O canal de Menua, também conhecido como canal de Semíramis ou canal de Xamirã (Šamiram), é um canal unido a uma série de obras hidráulicas, como aquedutos construídos pelo rei Menua de Urartu (r. 810–786 a.C.). Está localizado a leste de , Turquia, e percorre 56 quilômetros (35 milhas), abastecendo uma grande região e fluindo para o lago de Vã. Embora tenha sido pensado como sendo obra da rainha mítica assíria Semíramis por historiadores medievais, foi construído por Menua, de acordo com inscrições urartitas encontradas em algumas das estruturas.

Canal de Menua

História

editar

Antecedentes

editar

O rei Menua é conhecido por outras obras hidráulicas, incluindo aproximadamente cinco canais menores na região e em direção a Manazquerta, dos quais ele pode ter sido o fundador.[1] A construção do canal de Menua parece ter ocorrido paralelamente à introdução do sistema canate em Urartu da vizinha Pérsia. Este método, usando canais subterrâneos, revolucionou as práticas hidráulicas e arquitetônicas na região.[2] Mais tarde, um descendente de Menua, Rusa II (r. 680–639 a.C.), adicionou um lago artificial, o Lago de Rusa (agora conhecido como lago de Quechiche), às obras hidráulicas.[3] As razões para erguer uma estrutura tão significativa ainda não são bem conhecidas, mas motivos políticos visando ganhar a aprovação dos súditos retratando-se como rei benevolente e magnânimo não podem ser descartados.[4]

Construção

editar
 
Desenho de uma parede do canal com uma inscrição urartiana quando foi encontrada pela primeira vez

Inscrições preservadas de Menua atestam seu patrocínio da construção,[5] que foi responsável por levar água doce à capital Tuspa.[6] Este canal fazia parte de um conjunto mais amplo de canais e estruturas destinadas a melhorar a irrigação no planalto Armênio durante o tempo do Reino de Urartu.[7] Ele se estende por um comprimento de 56 quilômetros (35 milhas). Até sua primeira restauração em 1956, o canal normalmente fornecia entre dois e três metros cúbicos por segundo (71 e 106 pés cúbicos por segundo).[8] Durante a estação seca, poderia diminuir para 1,5 metros cúbicos por segundo (53 pés cúbicos por segundo).[9][10] Em certas áreas, incluía muros de contenção com aproximadamente onze metros (36 pés) de altura; eles eram usados ​​para facilitar a agricultura em terraços e a irrigação. Por exemplo, parece que a esposa[11] ou filha[1] de Menua possuía vinhedos em um terraço adjacente ao canal. Uma inscrição encontrada nesta terra declara: "Este vinhedo pertence a Tariria, a esposa de Menua. É chamado de vinhedo de Tariria."[11][12] Represas também foram construídas ao longo da rota do canal para controlar o abastecimento de água para a região.[10] Acredita-se que tenha fornecido sustento para até 50 mil pessoas somente em Tuspa.[13]

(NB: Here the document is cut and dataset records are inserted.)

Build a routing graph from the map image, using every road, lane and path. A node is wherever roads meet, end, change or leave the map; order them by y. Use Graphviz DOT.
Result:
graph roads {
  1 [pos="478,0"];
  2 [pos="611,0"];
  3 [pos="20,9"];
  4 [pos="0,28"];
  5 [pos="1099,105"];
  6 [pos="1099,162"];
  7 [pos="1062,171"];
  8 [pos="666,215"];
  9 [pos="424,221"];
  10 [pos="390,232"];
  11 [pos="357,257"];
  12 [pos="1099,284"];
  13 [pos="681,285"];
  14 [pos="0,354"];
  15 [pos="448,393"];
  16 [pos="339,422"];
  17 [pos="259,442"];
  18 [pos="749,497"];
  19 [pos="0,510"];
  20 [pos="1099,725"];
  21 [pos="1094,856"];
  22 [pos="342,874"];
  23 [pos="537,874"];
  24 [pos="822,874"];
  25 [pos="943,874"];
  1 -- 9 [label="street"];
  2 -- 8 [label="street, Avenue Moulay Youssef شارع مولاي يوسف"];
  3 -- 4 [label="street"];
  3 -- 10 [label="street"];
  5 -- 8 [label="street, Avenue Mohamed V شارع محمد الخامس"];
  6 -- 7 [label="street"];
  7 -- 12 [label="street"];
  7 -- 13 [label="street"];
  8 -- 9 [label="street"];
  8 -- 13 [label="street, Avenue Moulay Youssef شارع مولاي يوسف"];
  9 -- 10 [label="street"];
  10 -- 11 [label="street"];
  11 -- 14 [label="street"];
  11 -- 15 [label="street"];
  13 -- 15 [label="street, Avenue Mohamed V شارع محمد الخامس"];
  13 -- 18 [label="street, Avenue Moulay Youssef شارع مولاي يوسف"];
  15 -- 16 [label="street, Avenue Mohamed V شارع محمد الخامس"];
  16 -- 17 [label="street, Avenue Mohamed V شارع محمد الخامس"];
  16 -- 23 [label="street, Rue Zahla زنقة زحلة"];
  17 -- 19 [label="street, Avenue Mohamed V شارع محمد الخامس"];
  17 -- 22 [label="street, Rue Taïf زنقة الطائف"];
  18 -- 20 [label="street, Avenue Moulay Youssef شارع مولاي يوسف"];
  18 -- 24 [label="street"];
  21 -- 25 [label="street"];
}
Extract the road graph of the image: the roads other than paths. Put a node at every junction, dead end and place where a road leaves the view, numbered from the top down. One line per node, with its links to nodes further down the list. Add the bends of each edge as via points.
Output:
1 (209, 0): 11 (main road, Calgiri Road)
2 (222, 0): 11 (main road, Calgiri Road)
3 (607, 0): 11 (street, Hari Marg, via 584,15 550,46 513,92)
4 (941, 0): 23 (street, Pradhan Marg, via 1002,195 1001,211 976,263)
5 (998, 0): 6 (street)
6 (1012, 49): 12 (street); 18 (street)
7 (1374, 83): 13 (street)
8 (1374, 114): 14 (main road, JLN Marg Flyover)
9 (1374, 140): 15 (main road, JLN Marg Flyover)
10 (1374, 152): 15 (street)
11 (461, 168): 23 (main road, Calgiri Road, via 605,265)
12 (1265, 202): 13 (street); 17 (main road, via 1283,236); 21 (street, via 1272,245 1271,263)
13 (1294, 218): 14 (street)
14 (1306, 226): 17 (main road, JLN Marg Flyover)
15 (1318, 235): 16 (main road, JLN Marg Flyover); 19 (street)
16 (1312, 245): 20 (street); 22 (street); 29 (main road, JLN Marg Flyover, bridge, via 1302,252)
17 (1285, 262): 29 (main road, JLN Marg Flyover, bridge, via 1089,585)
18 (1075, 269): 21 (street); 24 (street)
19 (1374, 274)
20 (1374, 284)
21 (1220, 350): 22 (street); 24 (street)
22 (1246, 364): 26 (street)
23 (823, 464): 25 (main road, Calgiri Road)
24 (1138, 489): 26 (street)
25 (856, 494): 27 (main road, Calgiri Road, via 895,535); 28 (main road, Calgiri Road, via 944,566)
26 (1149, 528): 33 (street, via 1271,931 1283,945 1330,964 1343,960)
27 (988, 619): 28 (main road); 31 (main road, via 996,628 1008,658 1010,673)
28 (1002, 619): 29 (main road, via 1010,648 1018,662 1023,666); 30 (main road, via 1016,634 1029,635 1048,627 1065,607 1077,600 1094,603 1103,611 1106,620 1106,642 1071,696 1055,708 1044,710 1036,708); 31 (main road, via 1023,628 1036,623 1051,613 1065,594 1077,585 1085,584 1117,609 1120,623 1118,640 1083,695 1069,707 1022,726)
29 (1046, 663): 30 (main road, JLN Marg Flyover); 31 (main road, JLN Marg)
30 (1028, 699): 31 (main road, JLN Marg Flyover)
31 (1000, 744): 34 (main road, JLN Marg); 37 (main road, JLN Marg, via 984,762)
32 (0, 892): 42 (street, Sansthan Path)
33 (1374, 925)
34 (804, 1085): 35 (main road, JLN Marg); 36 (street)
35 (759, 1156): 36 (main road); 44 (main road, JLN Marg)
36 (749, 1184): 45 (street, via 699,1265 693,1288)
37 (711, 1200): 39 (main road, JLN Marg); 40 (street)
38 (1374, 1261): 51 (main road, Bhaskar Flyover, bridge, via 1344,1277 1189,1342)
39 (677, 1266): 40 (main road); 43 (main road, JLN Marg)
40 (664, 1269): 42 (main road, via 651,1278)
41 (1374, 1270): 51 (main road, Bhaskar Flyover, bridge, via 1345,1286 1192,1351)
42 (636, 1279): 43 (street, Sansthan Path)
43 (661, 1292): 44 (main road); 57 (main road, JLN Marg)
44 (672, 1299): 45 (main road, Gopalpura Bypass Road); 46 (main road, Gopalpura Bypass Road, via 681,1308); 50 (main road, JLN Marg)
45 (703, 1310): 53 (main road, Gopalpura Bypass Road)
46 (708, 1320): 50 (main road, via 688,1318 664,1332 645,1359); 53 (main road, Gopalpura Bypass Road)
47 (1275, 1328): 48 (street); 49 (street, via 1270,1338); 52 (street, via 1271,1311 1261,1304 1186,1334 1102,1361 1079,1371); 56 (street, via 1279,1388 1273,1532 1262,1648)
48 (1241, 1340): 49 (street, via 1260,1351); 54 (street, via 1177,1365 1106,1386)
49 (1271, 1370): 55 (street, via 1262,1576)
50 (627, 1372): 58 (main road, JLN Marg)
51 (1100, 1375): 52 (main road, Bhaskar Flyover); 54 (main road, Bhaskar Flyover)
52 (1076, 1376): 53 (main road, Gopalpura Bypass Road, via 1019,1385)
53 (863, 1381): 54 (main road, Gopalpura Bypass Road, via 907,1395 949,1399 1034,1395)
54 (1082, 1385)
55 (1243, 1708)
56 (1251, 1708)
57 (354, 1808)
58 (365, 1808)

Ao longo do curso do canal, particularmente nas áreas de construção mais desafiadoras, há inscrições em cuneiforme urartiano. Há um total de 14 inscrições, todas celebrando o patrono do projeto. Algumas dessas inscrições contêm fórmulas de maldição, enquanto outras não. O comprimento das inscrições varia de acordo com a dificuldade do trabalho técnico envolvido. A inscrição urartiana mais completa encontrada ao longo do canal está localizada perto de uma seção onde um aqueduto foi construído pelo rei.[14] Ela inclui uma fórmula de maldição contra qualquer um que profanasse a estrutura e declara:

Pela vontade de Haldi, Menua, filho de Ispuini, construiu este canal. Este canal é chamado de Canal de Menua. Menua, o poderoso, o grande rei, Rei de Biaina, Príncipe da cidade de Tuspa; Menua fala em nome do temido Haldi: quem danificar esta inscrição, quem a derrubar, quem fizer tais coisas de acordo com seu próprio desejo ou em nome de outro, Menua avisa que o temido deus Haldi, o deus Teiseba e o deus Sol Xivini o apagarão do signo do sol.[15][16]

Embora as estruturas fossem urartitas e originalmente tivessem o título de "Canal de Menua", o canal foi chamado de "Canal de Semíramis" pelo historiador armênio medieval Moisés de Corene, que atribuiu sua construção à lendária rainha assíria Semíramis:[17]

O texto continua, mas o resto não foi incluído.